Reproduce the following entries exactly, leaving nothing out.

Excerpts from a dataset
___
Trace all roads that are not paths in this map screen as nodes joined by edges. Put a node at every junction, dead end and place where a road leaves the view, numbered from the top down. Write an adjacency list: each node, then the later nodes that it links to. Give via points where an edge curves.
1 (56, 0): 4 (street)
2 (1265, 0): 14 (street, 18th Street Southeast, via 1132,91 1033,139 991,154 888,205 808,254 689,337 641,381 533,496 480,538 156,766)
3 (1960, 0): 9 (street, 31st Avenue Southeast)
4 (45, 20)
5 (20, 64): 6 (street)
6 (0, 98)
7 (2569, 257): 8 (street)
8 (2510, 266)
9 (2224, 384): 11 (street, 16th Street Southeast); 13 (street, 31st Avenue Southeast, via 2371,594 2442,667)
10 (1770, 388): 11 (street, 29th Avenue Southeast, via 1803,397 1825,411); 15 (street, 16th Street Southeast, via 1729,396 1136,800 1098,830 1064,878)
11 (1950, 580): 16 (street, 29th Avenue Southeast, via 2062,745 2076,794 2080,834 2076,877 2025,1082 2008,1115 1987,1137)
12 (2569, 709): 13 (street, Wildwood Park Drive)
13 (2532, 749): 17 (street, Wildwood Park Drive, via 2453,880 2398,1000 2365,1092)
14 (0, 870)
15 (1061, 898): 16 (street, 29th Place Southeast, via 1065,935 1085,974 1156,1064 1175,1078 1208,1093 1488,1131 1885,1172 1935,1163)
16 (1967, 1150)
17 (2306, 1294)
___
● RESULT OF THE EXERCISE
Trace all roads that are not paths in this map screen as nodes joined by edges. Put a node at every junction, dead end and place where a road leaves the view, numbered from the top down. Write an adjacency list: each node, then the later nodes that it links to. Give via points where an edge curves.
1 (56, 0): 4 (street)
2 (1265, 0): 14 (street, 18th Street Southeast, via 1132,91 1033,139 991,154 888,205 808,254 689,337 641,381 533,496 480,538 156,766)
3 (1960, 0): 9 (street, 31st Avenue Southeast)
4 (45, 20)
5 (20, 64): 6 (street)
6 (0, 98)
7 (2569, 257): 8 (street)
8 (2510, 266)
9 (2224, 384): 11 (street, 16th Street Southeast); 13 (street, 31st Avenue Southeast, via 2371,594 2442,667)
10 (1770, 388): 11 (street, 29th Avenue Southeast, via 1803,397 1825,411); 15 (street, 16th Street Southeast, via 1729,396 1136,800 1098,830 1064,878)
11 (1950, 580): 16 (street, 29th Avenue Southeast, via 2062,745 2076,794 2080,834 2076,877 2025,1082 2008,1115 1987,1137)
12 (2569, 709): 13 (street, Wildwood Park Drive)
13 (2532, 749): 17 (street, Wildwood Park Drive, via 2453,880 2398,1000 2365,1092)
14 (0, 870)
15 (1061, 898): 16 (street, 29th Place Southeast, via 1065,935 1085,974 1156,1064 1175,1078 1208,1093 1488,1131 1885,1172 1935,1163)
16 (1967, 1150)
17 (2306, 1294)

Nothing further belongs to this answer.